Fig. 4. 47D11 neutralizes SARS2-S pseudoviruses containing single mutations found in the RBM of recently emerged SARS-CoV-2 variants.

(A) Surface representation of the 47D11-bound RBD with the location of the K417N/T, E484K, and N501Y mutations from SARS-CoV-2 variants colored purple, red, and orange, respectively, and annotated (–39). The 47D11 Fab variable chains are shown as a ribbon diagram, and the HC and LC are colored yellow and purple, respectively. Residues 1 to 84 of the RBD-bound ACE2 (PDB ID: 6M0J) are shown for comparison and colored cyan. (B) 47D11-mediated neutralization of infection of luciferase-encoding VSV particles pseudotyped with SARS-CoV-2 S containing single RBM mutations. The average ± SD from two independent experiments with technical triplicates is shown.

Fig. 5. The 47D11 epitope is conserved in SARS-like viruses.

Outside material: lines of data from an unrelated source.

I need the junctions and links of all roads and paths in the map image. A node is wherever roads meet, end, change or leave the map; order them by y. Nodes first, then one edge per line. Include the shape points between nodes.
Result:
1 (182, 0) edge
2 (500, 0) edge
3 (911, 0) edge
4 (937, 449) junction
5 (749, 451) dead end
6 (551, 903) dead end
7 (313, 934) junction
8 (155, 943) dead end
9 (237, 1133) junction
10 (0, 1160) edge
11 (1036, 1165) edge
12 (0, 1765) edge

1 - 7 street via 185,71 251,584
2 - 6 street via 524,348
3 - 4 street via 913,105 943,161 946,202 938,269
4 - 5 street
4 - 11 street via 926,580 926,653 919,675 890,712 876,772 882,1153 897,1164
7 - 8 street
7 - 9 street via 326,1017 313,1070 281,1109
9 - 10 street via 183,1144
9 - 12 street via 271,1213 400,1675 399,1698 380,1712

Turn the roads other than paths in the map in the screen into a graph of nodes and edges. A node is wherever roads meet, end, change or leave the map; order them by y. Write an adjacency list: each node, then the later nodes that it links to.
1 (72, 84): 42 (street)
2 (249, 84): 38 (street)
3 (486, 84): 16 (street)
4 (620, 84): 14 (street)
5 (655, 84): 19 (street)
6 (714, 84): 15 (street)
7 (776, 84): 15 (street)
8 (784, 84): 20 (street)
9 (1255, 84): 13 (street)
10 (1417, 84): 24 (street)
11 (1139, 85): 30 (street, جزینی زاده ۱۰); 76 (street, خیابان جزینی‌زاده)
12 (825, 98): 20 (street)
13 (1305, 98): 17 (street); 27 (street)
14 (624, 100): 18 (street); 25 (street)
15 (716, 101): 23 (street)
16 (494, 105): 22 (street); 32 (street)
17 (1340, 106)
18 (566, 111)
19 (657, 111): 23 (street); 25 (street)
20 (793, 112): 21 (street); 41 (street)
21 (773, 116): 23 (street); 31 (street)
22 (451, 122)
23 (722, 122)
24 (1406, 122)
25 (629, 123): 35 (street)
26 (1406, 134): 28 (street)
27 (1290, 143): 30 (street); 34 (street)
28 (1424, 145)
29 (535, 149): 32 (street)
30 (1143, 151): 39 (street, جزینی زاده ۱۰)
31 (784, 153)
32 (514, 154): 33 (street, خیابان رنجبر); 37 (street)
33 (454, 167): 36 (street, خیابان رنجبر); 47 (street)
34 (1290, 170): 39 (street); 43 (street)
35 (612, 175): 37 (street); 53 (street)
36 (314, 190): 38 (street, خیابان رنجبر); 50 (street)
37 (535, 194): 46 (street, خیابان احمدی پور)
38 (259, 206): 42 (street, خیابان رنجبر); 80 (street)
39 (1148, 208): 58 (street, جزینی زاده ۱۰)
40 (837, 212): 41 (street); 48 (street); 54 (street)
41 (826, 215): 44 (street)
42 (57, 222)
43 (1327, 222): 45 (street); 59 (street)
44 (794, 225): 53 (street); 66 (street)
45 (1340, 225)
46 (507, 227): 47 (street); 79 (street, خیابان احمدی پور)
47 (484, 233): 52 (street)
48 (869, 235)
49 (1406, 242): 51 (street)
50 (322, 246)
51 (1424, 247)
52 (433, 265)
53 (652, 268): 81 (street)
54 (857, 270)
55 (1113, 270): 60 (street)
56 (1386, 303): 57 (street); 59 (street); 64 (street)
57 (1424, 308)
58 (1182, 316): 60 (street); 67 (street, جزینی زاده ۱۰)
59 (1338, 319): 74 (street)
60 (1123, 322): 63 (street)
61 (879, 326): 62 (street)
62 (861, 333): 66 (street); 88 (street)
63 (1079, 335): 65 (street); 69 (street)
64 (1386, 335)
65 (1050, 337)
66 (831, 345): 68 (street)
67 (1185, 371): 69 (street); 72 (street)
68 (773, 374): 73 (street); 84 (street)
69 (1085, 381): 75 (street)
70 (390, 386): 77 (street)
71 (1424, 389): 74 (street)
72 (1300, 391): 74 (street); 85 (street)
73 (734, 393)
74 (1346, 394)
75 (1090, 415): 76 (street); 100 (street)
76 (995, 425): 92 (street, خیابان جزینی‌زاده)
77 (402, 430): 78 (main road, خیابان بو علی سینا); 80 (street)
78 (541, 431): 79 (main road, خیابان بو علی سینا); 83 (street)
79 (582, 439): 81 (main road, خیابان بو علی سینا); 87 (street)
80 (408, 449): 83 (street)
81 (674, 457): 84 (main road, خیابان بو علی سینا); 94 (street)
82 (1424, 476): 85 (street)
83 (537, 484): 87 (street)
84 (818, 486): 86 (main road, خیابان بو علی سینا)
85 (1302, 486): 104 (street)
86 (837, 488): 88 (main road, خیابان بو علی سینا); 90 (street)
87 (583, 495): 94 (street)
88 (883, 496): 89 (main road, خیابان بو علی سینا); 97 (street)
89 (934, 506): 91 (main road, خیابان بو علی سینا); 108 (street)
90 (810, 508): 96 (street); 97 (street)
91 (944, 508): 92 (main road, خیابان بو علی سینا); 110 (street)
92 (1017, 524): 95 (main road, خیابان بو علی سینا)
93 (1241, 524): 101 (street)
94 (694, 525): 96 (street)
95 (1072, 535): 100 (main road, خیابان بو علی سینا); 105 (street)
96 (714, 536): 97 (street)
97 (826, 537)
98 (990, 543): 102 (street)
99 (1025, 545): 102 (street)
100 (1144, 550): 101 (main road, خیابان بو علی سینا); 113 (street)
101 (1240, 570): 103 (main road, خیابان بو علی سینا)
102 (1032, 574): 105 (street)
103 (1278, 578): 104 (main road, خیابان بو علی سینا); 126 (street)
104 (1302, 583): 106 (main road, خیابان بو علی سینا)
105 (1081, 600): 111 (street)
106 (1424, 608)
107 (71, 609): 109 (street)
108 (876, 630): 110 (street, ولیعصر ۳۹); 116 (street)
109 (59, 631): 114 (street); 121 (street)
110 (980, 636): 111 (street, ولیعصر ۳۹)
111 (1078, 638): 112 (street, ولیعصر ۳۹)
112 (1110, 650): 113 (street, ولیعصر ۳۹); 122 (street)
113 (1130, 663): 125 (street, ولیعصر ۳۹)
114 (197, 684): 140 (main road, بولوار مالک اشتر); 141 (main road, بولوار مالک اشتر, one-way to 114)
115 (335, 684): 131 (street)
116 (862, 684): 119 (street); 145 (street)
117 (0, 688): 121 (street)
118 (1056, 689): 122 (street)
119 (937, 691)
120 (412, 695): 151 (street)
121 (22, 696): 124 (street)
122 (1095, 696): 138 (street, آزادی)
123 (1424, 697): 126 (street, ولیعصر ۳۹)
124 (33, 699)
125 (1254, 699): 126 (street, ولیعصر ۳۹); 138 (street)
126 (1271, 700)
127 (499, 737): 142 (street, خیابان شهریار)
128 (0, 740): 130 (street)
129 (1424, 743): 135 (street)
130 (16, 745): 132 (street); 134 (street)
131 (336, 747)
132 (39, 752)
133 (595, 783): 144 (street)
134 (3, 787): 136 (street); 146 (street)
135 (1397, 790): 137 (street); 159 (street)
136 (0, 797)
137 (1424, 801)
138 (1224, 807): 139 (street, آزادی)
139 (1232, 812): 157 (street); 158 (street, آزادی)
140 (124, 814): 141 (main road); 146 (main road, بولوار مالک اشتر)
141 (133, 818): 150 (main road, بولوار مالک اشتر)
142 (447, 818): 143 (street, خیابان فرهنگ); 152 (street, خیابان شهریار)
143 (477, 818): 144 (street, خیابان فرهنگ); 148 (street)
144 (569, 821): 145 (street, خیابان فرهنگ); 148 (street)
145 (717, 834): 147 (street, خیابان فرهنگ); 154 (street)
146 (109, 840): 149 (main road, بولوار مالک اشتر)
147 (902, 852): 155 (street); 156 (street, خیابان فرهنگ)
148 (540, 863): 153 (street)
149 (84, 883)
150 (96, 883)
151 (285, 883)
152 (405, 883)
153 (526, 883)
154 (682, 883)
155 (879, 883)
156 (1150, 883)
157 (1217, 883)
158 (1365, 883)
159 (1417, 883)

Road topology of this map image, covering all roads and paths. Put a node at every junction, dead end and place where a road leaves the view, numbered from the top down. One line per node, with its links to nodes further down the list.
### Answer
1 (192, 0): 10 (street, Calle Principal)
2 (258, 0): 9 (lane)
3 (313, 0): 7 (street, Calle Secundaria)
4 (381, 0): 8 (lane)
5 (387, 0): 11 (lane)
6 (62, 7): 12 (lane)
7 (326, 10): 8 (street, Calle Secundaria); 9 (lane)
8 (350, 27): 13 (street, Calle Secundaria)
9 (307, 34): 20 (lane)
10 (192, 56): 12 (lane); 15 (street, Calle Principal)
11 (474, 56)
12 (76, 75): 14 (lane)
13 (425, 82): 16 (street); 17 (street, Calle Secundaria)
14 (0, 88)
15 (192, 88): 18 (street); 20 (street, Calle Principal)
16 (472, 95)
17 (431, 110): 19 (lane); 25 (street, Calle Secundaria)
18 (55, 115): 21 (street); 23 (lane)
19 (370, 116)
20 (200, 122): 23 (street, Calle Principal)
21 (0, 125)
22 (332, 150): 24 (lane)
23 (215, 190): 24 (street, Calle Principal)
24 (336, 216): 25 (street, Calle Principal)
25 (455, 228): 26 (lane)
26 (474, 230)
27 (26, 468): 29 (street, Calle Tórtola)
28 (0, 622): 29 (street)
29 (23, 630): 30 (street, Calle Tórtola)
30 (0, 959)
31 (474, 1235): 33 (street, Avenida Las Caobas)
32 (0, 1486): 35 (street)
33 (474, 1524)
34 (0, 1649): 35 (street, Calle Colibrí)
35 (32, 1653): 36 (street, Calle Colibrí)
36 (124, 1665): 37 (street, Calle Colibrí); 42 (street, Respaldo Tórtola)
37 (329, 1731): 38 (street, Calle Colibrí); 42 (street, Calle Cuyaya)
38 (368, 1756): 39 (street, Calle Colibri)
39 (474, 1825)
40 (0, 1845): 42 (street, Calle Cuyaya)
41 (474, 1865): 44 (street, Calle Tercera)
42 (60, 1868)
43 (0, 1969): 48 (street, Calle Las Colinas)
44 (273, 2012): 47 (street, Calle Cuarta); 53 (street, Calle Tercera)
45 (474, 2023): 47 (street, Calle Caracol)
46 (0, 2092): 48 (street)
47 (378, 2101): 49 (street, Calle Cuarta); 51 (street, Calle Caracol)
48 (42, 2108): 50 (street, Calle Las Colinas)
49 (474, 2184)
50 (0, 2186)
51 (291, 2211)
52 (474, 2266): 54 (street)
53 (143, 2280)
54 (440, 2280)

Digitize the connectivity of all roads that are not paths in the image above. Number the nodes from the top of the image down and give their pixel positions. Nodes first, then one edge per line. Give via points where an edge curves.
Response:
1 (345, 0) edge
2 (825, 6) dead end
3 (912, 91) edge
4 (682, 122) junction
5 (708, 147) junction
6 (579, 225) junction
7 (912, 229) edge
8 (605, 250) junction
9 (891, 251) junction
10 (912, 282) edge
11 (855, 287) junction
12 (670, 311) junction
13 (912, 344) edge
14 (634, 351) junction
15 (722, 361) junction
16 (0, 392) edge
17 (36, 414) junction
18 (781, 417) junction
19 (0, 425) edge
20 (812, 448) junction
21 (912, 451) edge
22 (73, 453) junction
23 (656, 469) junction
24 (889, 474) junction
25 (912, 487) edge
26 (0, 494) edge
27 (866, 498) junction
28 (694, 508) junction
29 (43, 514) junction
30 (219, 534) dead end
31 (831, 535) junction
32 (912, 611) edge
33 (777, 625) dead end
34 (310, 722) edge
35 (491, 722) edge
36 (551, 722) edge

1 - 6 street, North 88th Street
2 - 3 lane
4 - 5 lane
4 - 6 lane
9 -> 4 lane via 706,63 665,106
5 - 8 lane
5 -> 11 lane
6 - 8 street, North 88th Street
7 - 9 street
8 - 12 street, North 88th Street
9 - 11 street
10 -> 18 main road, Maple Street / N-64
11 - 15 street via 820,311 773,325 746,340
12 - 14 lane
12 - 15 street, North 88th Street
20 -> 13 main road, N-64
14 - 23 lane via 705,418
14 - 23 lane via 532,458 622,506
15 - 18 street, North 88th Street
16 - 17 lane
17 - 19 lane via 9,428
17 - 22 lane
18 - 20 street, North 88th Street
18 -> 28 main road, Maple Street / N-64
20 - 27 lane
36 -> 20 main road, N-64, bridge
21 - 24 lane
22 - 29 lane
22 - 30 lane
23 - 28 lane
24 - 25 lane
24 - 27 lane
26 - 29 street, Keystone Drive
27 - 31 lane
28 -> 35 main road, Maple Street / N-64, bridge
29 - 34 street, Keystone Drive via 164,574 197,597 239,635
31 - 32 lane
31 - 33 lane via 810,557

(A) Phylogenetic tree of SARS-like viruses RBD used to assess 47D11 binding (62). (B) Surface representation of the 47D11-bound RBD colored according to sequence conservation across SARS-CoV, SARS-CoV-2, and 11 SARS-like viruses (fig. S5). The 47D11 Fab variable chains are shown as a ribbon diagram and colored gray. HC residues W102 and F103 are shown as sticks. For comparison, residues 1 to 84 of the RBD-bound ACE2 (PDB ID: 6M0J) are shown as a silhouette. (C) ELISA binding curves of 47D11 to the S1_B domain of SARS, SARS2, WIV16, HKU3-3, and HKU9-3. The average ± SD from two independent experiments with technical duplicates is shown. (D) 47D11-mediated neutralization of infection of luciferase-encoding VSV particles pseudotyped with WIV16-S. An anti–Strep-tag human mAb was used as an antibody isotype control. The average ± SD from two independent experiments is shown. (E) Aligned RBD sequences of SARS-CoV-2, SARS-CoV, WIV16, HKU3-3, and HKU9-3. Key residues in the 47D11 epitope are indicated by red arrowheads.